Data entries:
•••••

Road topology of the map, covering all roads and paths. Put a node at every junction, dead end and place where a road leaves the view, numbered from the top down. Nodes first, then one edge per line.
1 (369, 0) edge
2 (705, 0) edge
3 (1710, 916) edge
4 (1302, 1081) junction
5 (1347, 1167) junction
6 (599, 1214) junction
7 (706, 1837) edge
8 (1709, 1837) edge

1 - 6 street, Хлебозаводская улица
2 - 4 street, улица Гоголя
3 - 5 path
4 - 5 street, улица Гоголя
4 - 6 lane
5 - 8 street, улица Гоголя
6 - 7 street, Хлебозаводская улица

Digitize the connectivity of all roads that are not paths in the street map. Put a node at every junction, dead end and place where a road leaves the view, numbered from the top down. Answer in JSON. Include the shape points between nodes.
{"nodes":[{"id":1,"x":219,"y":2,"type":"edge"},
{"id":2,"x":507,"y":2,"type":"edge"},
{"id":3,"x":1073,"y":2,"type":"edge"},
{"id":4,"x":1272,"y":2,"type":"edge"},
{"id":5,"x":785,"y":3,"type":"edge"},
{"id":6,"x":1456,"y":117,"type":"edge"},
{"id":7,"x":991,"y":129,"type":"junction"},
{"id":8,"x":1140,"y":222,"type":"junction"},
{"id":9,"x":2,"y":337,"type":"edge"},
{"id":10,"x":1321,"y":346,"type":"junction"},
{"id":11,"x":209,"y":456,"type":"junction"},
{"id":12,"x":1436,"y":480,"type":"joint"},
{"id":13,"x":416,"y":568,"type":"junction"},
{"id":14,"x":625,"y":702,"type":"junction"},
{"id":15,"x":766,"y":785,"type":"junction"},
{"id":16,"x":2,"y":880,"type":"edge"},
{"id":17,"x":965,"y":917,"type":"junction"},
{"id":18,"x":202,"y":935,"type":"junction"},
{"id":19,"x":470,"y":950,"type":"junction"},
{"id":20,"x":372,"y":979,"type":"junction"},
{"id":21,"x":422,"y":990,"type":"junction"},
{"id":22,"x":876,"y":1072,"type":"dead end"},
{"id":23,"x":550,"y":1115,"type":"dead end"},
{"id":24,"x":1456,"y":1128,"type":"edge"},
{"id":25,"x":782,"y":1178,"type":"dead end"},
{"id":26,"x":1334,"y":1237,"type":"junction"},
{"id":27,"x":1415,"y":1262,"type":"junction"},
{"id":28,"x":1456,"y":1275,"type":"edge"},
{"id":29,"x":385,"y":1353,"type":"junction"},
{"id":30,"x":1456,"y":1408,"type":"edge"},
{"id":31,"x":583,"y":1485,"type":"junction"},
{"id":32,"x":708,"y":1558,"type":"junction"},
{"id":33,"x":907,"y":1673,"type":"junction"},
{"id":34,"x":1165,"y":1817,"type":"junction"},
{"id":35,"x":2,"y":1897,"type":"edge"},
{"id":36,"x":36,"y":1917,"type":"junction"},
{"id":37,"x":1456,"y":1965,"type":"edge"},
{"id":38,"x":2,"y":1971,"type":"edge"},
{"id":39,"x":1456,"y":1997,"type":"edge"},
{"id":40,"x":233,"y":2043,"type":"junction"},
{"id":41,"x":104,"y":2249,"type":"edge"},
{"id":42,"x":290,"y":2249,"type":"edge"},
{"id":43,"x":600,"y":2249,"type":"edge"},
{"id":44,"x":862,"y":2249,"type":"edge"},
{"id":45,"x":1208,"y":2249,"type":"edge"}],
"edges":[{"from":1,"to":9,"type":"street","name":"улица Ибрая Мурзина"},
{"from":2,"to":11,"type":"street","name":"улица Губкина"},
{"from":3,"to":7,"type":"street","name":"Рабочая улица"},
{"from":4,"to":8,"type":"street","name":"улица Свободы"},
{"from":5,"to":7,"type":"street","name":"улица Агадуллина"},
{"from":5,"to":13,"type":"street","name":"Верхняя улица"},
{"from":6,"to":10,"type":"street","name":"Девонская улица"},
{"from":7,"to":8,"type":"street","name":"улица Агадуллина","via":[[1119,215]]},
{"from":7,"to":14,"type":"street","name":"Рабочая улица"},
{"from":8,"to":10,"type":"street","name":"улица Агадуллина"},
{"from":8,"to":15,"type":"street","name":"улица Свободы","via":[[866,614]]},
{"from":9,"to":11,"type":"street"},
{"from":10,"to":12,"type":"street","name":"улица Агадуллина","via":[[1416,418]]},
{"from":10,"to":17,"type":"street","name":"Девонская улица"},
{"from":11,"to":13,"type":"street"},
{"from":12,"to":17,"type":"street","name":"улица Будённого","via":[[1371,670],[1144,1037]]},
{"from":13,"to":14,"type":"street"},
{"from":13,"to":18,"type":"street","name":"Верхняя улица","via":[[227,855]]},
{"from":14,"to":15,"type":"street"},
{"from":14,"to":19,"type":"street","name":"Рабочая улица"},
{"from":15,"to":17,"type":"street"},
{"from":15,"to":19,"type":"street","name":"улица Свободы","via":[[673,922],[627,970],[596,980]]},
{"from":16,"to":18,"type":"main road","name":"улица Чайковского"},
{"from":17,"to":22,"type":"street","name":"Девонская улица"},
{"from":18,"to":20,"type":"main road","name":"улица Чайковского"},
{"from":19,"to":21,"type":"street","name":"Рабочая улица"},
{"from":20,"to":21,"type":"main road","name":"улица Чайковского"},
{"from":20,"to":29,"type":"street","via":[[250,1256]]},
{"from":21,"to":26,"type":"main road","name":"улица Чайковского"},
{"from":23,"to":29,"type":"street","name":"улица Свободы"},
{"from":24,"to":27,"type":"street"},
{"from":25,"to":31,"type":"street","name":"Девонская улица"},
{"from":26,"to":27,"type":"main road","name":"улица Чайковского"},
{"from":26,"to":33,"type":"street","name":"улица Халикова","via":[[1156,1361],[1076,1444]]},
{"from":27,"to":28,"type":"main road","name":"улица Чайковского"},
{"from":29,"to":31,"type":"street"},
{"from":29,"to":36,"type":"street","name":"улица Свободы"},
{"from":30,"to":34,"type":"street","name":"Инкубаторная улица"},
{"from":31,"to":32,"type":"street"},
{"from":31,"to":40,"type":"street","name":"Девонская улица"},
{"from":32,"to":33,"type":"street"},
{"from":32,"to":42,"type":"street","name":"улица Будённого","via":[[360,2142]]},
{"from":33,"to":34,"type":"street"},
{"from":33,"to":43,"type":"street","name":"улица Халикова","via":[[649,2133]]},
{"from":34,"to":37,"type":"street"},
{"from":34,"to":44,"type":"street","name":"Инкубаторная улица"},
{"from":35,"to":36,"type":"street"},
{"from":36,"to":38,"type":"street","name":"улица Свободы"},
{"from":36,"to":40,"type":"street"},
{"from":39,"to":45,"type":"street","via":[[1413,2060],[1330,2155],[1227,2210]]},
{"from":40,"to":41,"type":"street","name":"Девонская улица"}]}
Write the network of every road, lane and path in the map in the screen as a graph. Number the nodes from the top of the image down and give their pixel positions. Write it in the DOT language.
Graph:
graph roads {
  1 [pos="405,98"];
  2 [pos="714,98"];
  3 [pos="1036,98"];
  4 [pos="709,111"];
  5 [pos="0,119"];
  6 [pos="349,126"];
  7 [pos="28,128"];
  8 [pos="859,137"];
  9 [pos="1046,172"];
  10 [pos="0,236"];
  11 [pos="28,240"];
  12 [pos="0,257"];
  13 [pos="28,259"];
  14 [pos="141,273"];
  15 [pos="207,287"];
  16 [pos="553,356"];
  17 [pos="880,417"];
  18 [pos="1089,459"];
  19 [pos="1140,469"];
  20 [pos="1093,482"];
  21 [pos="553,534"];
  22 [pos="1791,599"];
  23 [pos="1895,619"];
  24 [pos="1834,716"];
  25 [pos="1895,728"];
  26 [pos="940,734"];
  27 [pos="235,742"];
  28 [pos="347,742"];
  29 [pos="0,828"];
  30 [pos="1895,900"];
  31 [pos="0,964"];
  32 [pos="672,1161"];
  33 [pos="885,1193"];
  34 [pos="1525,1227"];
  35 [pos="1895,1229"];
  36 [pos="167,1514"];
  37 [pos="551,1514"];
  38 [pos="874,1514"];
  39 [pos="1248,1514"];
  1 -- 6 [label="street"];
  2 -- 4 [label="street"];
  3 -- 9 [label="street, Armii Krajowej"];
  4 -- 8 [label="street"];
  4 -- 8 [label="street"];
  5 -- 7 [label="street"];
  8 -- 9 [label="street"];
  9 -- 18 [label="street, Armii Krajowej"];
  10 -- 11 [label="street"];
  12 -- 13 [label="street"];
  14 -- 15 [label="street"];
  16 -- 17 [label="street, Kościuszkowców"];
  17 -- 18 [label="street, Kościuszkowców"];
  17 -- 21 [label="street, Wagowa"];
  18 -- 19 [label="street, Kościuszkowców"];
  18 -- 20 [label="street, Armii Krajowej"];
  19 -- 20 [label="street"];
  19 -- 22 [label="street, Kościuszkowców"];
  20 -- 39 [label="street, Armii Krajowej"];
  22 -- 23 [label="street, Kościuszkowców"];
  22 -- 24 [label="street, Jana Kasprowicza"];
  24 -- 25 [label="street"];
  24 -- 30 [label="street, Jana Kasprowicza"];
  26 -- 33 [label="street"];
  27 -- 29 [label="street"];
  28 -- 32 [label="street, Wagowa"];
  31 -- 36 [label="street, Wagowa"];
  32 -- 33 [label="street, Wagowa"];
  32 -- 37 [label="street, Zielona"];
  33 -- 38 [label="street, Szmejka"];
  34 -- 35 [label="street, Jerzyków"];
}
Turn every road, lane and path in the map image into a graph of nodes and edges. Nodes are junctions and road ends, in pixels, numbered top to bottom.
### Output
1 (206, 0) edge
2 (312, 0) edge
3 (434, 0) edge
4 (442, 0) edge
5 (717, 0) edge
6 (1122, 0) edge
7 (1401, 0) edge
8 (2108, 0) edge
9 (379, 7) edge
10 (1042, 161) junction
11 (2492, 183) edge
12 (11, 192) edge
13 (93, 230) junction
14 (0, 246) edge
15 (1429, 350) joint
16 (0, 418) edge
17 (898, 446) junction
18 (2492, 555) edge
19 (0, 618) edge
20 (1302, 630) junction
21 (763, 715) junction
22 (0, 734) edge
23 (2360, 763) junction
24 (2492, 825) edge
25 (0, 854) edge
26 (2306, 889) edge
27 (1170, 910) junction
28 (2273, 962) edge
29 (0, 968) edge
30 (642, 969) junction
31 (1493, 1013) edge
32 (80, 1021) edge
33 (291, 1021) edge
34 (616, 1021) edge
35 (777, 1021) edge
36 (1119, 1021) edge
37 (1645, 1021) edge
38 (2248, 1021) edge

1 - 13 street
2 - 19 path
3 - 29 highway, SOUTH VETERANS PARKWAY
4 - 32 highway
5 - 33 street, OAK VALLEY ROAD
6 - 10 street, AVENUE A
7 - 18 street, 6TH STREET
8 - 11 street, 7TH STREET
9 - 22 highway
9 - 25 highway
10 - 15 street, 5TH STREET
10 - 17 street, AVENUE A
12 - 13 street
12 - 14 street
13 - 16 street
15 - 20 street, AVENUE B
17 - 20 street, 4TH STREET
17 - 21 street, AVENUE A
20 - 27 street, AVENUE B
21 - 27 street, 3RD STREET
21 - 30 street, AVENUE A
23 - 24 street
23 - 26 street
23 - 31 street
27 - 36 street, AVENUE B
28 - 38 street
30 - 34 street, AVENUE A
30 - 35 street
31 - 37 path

•••••

Look through the entries above; copy every line holding the string "place".

:: ANSWER BOX ::
Road topology of the map, covering all roads and paths. Put a node at every junction, dead end and place where a road leaves the view, numbered from the top down. Nodes first, then one edge per line.
Digitize the connectivity of all roads that are not paths in the street map. Put a node at every junction, dead end and place where a road leaves the view, numbered from the top down. Answer in JSON. Include the shape points between nodes.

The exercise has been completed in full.